Corpora in literary and stylistic studies

Corpora in literary and stylistic studies Corpus Linguistics Richard Xiao lancsxiaoz@googlemail.com

Aims of this session • Lecture • An overview of applications of corpora in literary and stylistic studies • Case study: Culpeper’s (2002) keyword analysis of six characters in Romeo and Juliet • Lab session • To duplicate Culpeper’s (2002) study

Corpora vs. literary stylistics • Stylistic shifts in usage may be observed with reference to features associated with either particular situations of use or particular groups of speakers (cf. Schilling-Estes 2002: 375) • In this sense, similar to registers and genres or dialects and language varieties • …but stylisticians are typically more interested in individual works by individual authors rather than language or language variety as such • The use of corpora in stylistics and literary studies is presently very limited

Potential uses of corpora • Study of prose style • Study of individual authorial styles • Authorship attribution • Literary appreciation and criticism • Teaching of stylistics • Study of literariness in discourses other than literary texts (e.g. Carter 1999)

Study of prose style • In stylistics, there is a long tradition of focusing on the representation of speech and thought in fiction • Leech and Short’s (1981) influential model of speech and thought presentation • Style in Fiction, Longman, 1981 • Further refined in Short, Semino and Culpeper (1996), and Semino, Short and Culpeper (1997)

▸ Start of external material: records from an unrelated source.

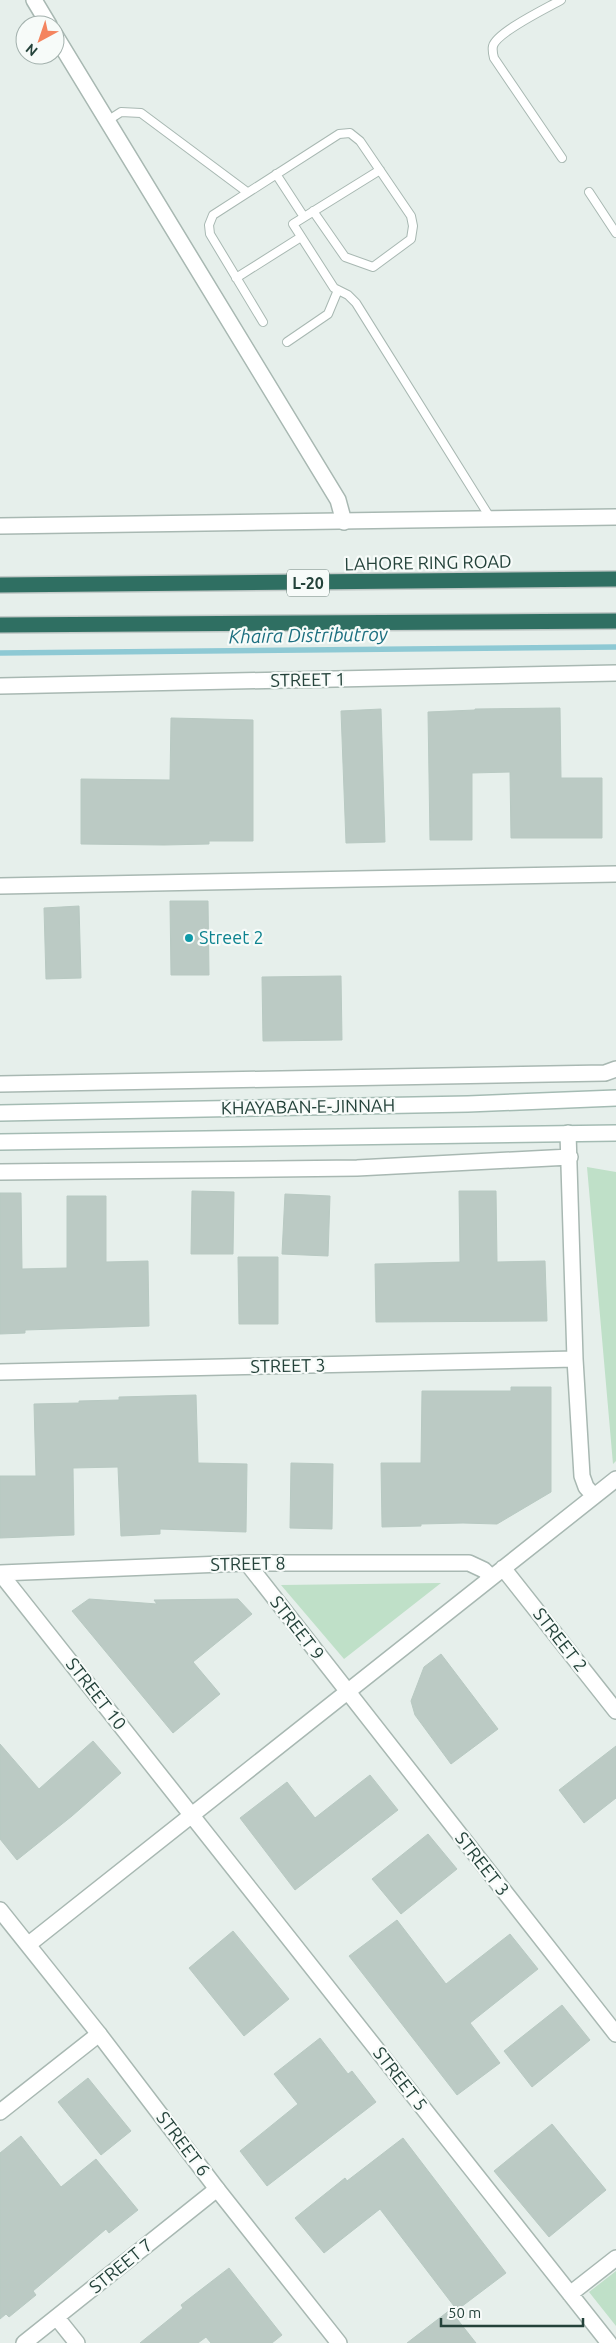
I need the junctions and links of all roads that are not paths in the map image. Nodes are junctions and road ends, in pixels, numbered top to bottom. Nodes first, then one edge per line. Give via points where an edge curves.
1 (34, 0) edge
2 (561, 0) edge
3 (43, 15) edge
4 (65, 52) edge
5 (107, 121) junction
6 (562, 158) dead end
7 (380, 170) junction
8 (276, 174) junction
9 (247, 192) junction
10 (590, 192) dead end
11 (313, 211) junction
12 (304, 217) junction
13 (616, 233) edge
14 (301, 237) junction
15 (236, 278) junction
16 (338, 290) junction
17 (264, 322) dead end
18 (287, 342) dead end
19 (616, 517) edge
20 (491, 519) junction
21 (344, 522) junction
22 (0, 526) edge
23 (616, 579) edge
24 (0, 585) edge
25 (616, 621) edge
26 (0, 624) edge
27 (616, 673) edge
28 (0, 686) edge
29 (616, 874) edge
30 (0, 886) edge
31 (616, 1069) edge
32 (0, 1084) edge
33 (616, 1098) edge
34 (0, 1113) edge
35 (568, 1133) junction
36 (616, 1133) edge
37 (0, 1142) edge
38 (570, 1158) junction
39 (0, 1172) edge
40 (575, 1359) junction
41 (0, 1372) edge
42 (616, 1479) edge
43 (594, 1496) junction
44 (247, 1563) junction
45 (0, 1573) edge
46 (497, 1573) junction
47 (348, 1694) junction
48 (616, 1711) edge
49 (192, 1814) junction
50 (0, 1910) edge
51 (29, 1944) junction
52 (100, 2034) junction
53 (616, 2034) edge
54 (0, 2112) edge
55 (217, 2189) junction
56 (616, 2258) edge
57 (570, 2294) junction
58 (57, 2318) junction
59 (24, 2343) edge
60 (77, 2343) edge
61 (339, 2343) edge
62 (608, 2343) edge

1 - 3 street
2 - 6 lane via 504,33 493,51 494,58
4 - 5 street
5 - 9 lane via 121,112 142,113
5 - 21 street via 338,500
7 - 8 lane via 360,140 350,133 339,134
7 - 11 lane
7 - 11 lane via 412,216 413,226 411,239 373,266 345,257
8 - 9 lane
8 - 12 lane
9 - 15 lane via 213,215 209,225 210,234
10 - 13 lane
11 - 12 lane
12 - 14 lane via 293,224
14 - 15 lane
14 - 16 lane
15 - 17 lane
16 - 18 lane via 328,314
16 - 20 lane via 356,303
19 - 20 street
20 - 21 street
21 - 22 street
23 - 24 highway, LAHORE RING ROAD / L-20
25 - 26 highway
27 - 28 street, STREET 1
29 - 30 street
31 - 32 street via 605,1073
33 - 34 street, KHAYABAN-E-JINNAH
35 - 36 street, KHAYABAN-E-JINNAH
35 - 37 street, KHAYABAN-E-JINNAH
35 - 38 street
38 - 39 street via 348,1168
38 - 40 street
40 - 41 street, STREET 3
40 - 43 street via 582,1476 586,1488
42 - 43 street
43 - 46 street
44 - 45 street, STREET 8
44 - 46 street, STREET 8 via 468,1563
44 - 47 street, STREET 9
45 - 49 street, STREET 10
46 - 47 street
46 - 48 street, STREET 2
47 - 49 street
47 - 53 street, STREET 3
49 - 51 street
49 - 57 street, STREET 5
50 - 51 street, STREET 6
51 - 52 street, STREET 6
52 - 54 street
52 - 55 street, STREET 6
55 - 58 street, STREET 7
55 - 61 street, STREET 6
56 - 57 street
57 - 62 street, STREET 5
58 - 59 street, STREET 7
58 - 60 street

S&TP: Lancaster Speech, Thought and Writing Presentation Corpus • Developed during 1994-2003 • Written: 260,000 words in size, three narrative genres: prose fiction, newspaper reportage and (auto)biography, which are further divided into ‘serious’ and ‘popular’ sections • Spoken: created with the express aim of comparing S&TP in spoken and written languages systematically, 260,000 words, 60 samples from BNCdemo, and 60 samples from oral history archives in the Centre for North West Regional Studies at Lancaster • Download:http://ota.ahds.ac.uk/headers/2464.xml

S&TP categories • Direct category, e.g. • direct speech, direct thought and direct writing • Free direct category, e.g. • free direct speech, free direct thought, free direct writing • Indirect category, e.g. • indirect speech, indirect thought, indirect writing • Free indirect category • free indirect speech, free indirect thought, free indirect writing • Representation of speech/thought/writing act category • Representation of voice/internal state/writing category • Report category, e.g. • report of speech, report of thought, report of writing

Authorial styles of individual authors • Typically specialized corpora of the works of individual authors, e.g. • A corpus composed of their early and later works to track any stylistic shift over time • A corpus composed of their works belonging to different genres (e.g. plays and essays) to compare their styles across genres • A corpus composed of works by different authors to compare their different authorial styles • Large general corpora can provide ‘a means of establishing a norm for comparison when discussing features of literary style’ (Hunston 2002: 128)

Techniques of studying authorial styles • Corpus stylistics goes well beyond simple counting but rather relying heavily on sophisticated statistical approaches • MDA (e.g. Watson 1994) • Principal Component Analysis (e.g. Binongo and Smith 1999) • Multivariate analysis (or more specifically, cluster analysis, e.g. Watson 1999; Hoover 2003) • Stylistics + computation + statistics • stylometry, stylometrics, computational stylistics, statistical stylistics, corpus stylistics

Authorship attribution • Is the work by Shakespeare or Marlowe? • Cluster analysis of frequent words, frequent word sequences, and frequent collocations provides an accurate and robust method for authorship attribution (Hoover 2001, 2002, 2003a, 2003b) • Corpus-based authorship attribution has been used as linguistic evidence in court (“forensic linguistics”) • Confession/witness statements (e.g. Coulthard 1993) • Blackmail/ransom/suicide notes (Baldauf 1999) • Plagiarism detection in academic and education settings (e.g. Turnitin UK)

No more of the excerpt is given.